Thursday, January 26, 2006


No, really - THIS time I mean it.

'Cause I just read this:

NICKY Taylor, 39, is stumbling around a nightclub dance floor in the early hours of the morning, clutching a bottle of Smirnoff Ice.

In five hours, she has drunk equal to four bottles of wine in a potentially fatal mix of cocktails, spirits and beers.

She is drunk. She has vomited once, but Nicky carries on, determined to keep up with her female companions.

This ugly scene is not a typical night for Nicky. In an experiment for a British TV documentary, the single mother spent a month matching the bingers drink-for-drink to see what it did to her body and mind.

Over 30 days, going out five nights a week, Nicky consumed a staggering 516 units of alcohol -- 17.2 units a day. Guidelines say women should drink no more than two or three units a day, and a maximum of 14 a week.

One unit is 8g of alcohol, or a small glass (125ml) of wine, half a pint (284ml) of beer or a pub measure of spirits. But stronger beers may contain 2.5 alcohol units per half pint.

Nicky hopes her experiment will open people's eyes to the gravity of binge-drinking in the same way Morgan Spurlock's film Super Size Me (in which the American filmmaker ate McDonald's for 30 days) did to the dangers of junk food.

"What I discovered shocked me to the core," says Nicky, who was monitored by medical experts during the experiment.

She was chosen because her bosses wanted a responsible woman in her 30s. She went into it with gusto, but emerged depressed and exhausted. Her home and professional lives were suffering and she developed an increased risk of liver problems and alcoholism.

Her body fat increased from 37.4 per cent to 38.9 per cent, she put on more than 3kg, and her skin became so damaged she had the complexion of a 50-year-old.

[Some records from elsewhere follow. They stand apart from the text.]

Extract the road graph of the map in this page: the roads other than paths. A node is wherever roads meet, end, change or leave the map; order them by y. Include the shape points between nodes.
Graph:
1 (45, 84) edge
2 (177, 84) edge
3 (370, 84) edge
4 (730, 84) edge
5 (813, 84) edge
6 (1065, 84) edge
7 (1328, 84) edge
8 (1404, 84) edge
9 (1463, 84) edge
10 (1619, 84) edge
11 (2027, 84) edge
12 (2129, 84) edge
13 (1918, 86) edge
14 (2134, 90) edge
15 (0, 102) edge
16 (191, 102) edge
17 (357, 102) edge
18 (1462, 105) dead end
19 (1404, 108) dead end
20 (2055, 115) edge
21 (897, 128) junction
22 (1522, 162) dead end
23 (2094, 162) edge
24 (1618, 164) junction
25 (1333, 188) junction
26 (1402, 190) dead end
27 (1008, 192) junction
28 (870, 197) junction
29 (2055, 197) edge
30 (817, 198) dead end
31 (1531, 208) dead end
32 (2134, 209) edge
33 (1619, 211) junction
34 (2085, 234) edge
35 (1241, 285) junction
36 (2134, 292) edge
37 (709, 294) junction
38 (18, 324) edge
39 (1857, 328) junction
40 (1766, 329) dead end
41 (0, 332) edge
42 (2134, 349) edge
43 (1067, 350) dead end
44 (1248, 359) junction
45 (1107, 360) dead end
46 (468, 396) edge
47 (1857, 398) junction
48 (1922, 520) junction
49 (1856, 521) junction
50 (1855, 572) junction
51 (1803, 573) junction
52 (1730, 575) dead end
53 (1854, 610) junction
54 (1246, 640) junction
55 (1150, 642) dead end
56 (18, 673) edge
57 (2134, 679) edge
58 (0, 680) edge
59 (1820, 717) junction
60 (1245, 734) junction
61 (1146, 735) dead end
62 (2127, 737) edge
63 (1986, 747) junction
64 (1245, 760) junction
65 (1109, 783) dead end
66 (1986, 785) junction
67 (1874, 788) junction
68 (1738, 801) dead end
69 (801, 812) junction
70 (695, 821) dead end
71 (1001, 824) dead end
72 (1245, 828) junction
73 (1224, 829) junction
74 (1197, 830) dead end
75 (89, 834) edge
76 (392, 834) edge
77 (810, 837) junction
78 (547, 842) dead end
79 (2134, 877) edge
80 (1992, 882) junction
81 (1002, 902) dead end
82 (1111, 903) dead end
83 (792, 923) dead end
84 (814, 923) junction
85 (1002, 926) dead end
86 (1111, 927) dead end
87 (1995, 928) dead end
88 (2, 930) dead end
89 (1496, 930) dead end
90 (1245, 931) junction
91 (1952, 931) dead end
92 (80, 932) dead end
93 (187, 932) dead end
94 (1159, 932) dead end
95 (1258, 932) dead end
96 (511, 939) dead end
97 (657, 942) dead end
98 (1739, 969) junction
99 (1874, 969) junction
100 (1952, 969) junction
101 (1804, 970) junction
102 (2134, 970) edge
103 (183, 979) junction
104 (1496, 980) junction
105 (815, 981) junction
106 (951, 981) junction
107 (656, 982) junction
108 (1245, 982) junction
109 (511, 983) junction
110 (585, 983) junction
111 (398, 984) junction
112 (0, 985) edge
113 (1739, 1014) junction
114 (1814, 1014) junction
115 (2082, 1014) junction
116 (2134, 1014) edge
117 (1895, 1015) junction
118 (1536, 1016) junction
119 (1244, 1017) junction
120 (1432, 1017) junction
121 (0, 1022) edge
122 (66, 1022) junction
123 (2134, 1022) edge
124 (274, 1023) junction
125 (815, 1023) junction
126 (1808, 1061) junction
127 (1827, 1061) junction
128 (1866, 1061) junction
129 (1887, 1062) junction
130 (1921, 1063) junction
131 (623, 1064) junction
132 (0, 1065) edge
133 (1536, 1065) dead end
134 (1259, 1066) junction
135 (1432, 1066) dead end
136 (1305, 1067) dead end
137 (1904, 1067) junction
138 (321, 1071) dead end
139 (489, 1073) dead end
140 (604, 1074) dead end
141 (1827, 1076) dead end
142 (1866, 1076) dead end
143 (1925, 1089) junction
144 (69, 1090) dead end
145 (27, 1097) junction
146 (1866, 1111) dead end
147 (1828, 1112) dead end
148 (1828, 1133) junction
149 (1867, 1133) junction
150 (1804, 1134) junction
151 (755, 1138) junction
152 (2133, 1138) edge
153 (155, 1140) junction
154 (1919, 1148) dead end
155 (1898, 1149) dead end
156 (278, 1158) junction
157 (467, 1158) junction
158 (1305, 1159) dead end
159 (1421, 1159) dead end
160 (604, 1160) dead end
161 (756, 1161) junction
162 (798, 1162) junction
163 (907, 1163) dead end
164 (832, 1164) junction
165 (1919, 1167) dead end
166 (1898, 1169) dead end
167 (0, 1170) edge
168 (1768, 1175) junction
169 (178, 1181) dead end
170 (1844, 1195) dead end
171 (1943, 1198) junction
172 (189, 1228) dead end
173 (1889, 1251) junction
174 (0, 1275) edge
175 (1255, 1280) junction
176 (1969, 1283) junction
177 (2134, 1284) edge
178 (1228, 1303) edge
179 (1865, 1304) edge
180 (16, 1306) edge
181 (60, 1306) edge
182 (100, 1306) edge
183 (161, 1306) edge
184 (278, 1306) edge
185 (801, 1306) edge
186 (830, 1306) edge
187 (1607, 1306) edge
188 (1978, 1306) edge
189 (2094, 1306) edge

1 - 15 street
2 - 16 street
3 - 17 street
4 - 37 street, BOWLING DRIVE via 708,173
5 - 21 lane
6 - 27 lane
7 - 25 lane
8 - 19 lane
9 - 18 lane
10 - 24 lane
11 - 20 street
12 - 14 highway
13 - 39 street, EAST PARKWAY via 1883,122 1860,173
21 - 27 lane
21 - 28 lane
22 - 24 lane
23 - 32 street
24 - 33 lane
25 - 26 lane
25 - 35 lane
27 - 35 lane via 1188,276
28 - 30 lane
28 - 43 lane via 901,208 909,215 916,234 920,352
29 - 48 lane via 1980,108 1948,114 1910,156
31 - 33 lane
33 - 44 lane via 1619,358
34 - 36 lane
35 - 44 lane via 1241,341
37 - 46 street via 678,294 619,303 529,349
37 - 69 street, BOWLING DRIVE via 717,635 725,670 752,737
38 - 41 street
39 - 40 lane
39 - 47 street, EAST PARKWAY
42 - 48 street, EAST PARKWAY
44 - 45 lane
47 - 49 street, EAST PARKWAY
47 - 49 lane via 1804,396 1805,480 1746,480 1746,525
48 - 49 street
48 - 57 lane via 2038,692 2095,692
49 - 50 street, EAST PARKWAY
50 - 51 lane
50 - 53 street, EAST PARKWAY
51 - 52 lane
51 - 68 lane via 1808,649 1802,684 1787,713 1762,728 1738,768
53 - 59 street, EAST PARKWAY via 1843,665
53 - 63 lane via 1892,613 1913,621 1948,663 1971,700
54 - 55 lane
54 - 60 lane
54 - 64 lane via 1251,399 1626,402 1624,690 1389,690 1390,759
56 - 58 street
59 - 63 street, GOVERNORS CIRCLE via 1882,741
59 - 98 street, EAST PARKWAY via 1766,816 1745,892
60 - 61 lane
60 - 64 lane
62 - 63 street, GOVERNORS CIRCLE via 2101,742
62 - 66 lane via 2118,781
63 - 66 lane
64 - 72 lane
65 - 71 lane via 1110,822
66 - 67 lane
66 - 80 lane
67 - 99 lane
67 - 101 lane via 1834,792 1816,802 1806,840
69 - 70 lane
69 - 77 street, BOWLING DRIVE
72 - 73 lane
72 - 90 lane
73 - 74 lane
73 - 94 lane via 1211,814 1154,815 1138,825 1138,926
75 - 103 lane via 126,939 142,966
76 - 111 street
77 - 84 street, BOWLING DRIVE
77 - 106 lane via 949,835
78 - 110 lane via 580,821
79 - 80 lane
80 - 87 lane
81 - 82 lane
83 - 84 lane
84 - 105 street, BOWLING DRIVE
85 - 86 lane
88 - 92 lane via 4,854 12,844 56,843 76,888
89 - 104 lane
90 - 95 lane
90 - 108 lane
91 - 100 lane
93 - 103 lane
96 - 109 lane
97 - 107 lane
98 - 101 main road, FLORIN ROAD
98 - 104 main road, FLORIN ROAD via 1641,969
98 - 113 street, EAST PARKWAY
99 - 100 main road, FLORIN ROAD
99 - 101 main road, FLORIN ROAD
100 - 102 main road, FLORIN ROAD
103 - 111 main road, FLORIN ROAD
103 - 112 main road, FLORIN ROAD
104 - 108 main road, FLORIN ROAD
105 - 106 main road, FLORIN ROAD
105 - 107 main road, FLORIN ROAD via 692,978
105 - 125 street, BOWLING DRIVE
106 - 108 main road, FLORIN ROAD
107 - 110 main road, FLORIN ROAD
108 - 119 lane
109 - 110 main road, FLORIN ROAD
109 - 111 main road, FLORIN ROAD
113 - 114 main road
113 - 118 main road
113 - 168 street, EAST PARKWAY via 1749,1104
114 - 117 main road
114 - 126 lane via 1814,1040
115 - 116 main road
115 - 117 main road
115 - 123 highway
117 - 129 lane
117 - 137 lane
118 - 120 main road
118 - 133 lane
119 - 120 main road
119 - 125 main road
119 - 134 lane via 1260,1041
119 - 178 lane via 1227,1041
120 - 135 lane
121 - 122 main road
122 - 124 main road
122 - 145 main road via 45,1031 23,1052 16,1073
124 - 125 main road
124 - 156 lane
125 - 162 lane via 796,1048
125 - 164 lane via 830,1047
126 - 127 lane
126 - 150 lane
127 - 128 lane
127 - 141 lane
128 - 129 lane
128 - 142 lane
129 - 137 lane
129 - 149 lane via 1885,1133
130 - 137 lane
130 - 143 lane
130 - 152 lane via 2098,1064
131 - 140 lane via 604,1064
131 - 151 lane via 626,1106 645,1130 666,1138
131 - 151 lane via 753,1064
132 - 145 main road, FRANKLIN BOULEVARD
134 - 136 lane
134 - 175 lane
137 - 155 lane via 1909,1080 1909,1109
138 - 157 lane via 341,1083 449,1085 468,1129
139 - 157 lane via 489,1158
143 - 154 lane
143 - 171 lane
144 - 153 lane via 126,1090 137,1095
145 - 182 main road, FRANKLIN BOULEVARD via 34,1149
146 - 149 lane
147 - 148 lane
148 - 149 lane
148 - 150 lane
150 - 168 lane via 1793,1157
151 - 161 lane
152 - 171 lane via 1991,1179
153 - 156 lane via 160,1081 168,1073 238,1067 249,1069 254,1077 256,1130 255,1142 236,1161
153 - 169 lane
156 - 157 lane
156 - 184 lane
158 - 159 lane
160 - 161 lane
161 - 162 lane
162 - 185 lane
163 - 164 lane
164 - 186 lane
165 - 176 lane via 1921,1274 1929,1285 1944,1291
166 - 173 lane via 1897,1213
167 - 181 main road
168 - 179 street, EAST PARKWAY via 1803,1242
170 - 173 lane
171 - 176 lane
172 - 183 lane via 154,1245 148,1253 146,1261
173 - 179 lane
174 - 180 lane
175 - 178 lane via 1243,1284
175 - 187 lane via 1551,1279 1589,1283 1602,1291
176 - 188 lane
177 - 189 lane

Over time, with the dehydrating effects of alcohol no longer taking their toll, her skin will return to normal. But doctors said that in another five months she might have seen signs of cirrhosis.

Here's Nicky before:


Here, if you can believe it, she is after the 30-day experiment:


Yikes. Now, in my bartending days I remember observing that nothing ages a woman like drink. I saw some mid-30's ish ladies who looked 15 years older, thanks in part to a daily diet of hard liquor (and cigarettes and bad food). After years of that a woman (at least the ones I saw) had puffy faces, bloated torsos, and skinny arms and legs. And chalky, dull skin, tired eyes, straw-like hair, and no muscle tone. It's not purty.

But I always thought it took years of daily hard liquor drinking to ravage a body like that. It's hard for me to believe that 30 days of drinking could do that kind of damage. I dunno, I guess maybe "17.2 units" a day could make a gal retain a little water. But I'm a little skeptical of those photos.